Enjoy this story with a coffee

It is a common misconception that buses are manufactured by automobiliers. They are, in fact, grown in the wilds of France and Germany.

They begin life, as with many other animals, much smaller than their ticketed parents. A single headlight and only two side wheels. Their square bodies often capsize on the green hills of western Europe. Bus farmers spend their mornings righting the poor things. In winter they clean off the mud. They are, in the words of tourists whose memories are signed away by disclosure agreements, ‘adorable.’

The growth of the first passenger seats is an odd natural phenomenon captured only on video for scientific purposes. It is grotesque to witness. The buses often choose to hide themselves away in the early mornings as their bodies grow and harden. They are not as conscious of the noise they make. The leather and chrome of their motorcylical childhood remains but here begins to grow the familiar patterned fabric. Metal stretching back. Rubber developing into a small back wheel. A rectangular tripedal creature. Spacious enough for one ticket holder. They are expensive to feed now.

The evolution into a sedan is no more pleasant. They just do it with less noise. Three wheels become four. Engines can begin to roar. They consume and consume and consume but with five doors come four seats. At this stage, lineage begins to show. Shapes and sizes and colours though the colours can easily be changed. Unfortunately, not all young adult buses survive as genetic disease begins to take hold. The first coupe was a mutated bus that has been overencouraged by slim, unplanned streets through cities too old to properly adapt.

Those promising automobiles that are not siphoned off and groomed too young continue to graze. Their tyres begin biting into the grass. They are provided thousands of kilometers of test roads. Housed in garages to protect them from the sun and the rain and the weather. How human. This shift from turf to tarmac is the mark of the adulthood of a young bus. Their fresh rubber screams against the bitumen as they race, day and night, to feel that vibration of life through their chassis.

And then the Germans come. They pay a fine price for their champions and continue to raise them fine and fast. They are renowned for the quality of their stock.

The Japanese raise similar stock in small pockets of secret Chinese land they never gave back.

The French do not compete for the sedans so much. They are much better bus producers.

Between the sedans and the full passenger buses come four-wheel drives. This was originally considered to be a bizarre stage of maturation in which the grilles never look quite right and the creatures were too expensive to productively feed without a long-term view to auctioning them off as buses. Not one of us in the industry see the value but consumers, in their wisdom, somehow do.
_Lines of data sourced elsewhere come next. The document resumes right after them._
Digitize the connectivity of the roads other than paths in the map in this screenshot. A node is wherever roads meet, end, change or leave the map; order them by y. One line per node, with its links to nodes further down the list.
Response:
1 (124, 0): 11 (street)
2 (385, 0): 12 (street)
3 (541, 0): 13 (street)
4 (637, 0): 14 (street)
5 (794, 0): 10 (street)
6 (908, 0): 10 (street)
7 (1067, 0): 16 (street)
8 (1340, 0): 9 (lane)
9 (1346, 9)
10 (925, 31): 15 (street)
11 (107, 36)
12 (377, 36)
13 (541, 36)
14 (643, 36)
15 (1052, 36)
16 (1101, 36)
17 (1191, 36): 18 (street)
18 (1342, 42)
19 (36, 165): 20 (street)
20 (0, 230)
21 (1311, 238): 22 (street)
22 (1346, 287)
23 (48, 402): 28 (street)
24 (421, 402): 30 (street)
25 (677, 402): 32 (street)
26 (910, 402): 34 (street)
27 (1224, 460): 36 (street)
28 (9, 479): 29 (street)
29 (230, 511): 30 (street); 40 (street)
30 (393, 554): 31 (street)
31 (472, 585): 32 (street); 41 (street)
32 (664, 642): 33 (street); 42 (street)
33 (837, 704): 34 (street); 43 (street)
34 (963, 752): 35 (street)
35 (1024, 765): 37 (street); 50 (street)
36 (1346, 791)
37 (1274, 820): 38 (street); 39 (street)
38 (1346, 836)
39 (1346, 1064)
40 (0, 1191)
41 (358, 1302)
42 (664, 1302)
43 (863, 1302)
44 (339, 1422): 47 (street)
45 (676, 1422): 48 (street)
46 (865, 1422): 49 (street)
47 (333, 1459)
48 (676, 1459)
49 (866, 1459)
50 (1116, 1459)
An SUV’s sense of self must be difficult to discover in Europe.

Now comes the patience as the five seats have become eight and the eight must become eighty. Small tourist operators tend to purchase the weaker of the full-grown animals, the twelve-seaters, the twenty-seaters. Even the fifty-seaters are considered acceptable but not desirable.

Municipalities tend to take the mid-range and upwards buses. Fifty seats and upwards. The smaller the bus the smaller the population density of the serviced region; the bigger the bigger. The buses are then trimmed, dressed, and presented. The buses come to full maturation when that number first comes to life on the front. Somewhere to be, something to do. A sense of direction for all involved.

It is also a little known secret that the buses take a small commission off each ticket. It is no secret that London buses are the greediest. Perhaps they have the most effective trade union. Long growth times. Two stories. Their backs scratched by overhung branches. Cool English air. And some sense of a life abroad across the Channel.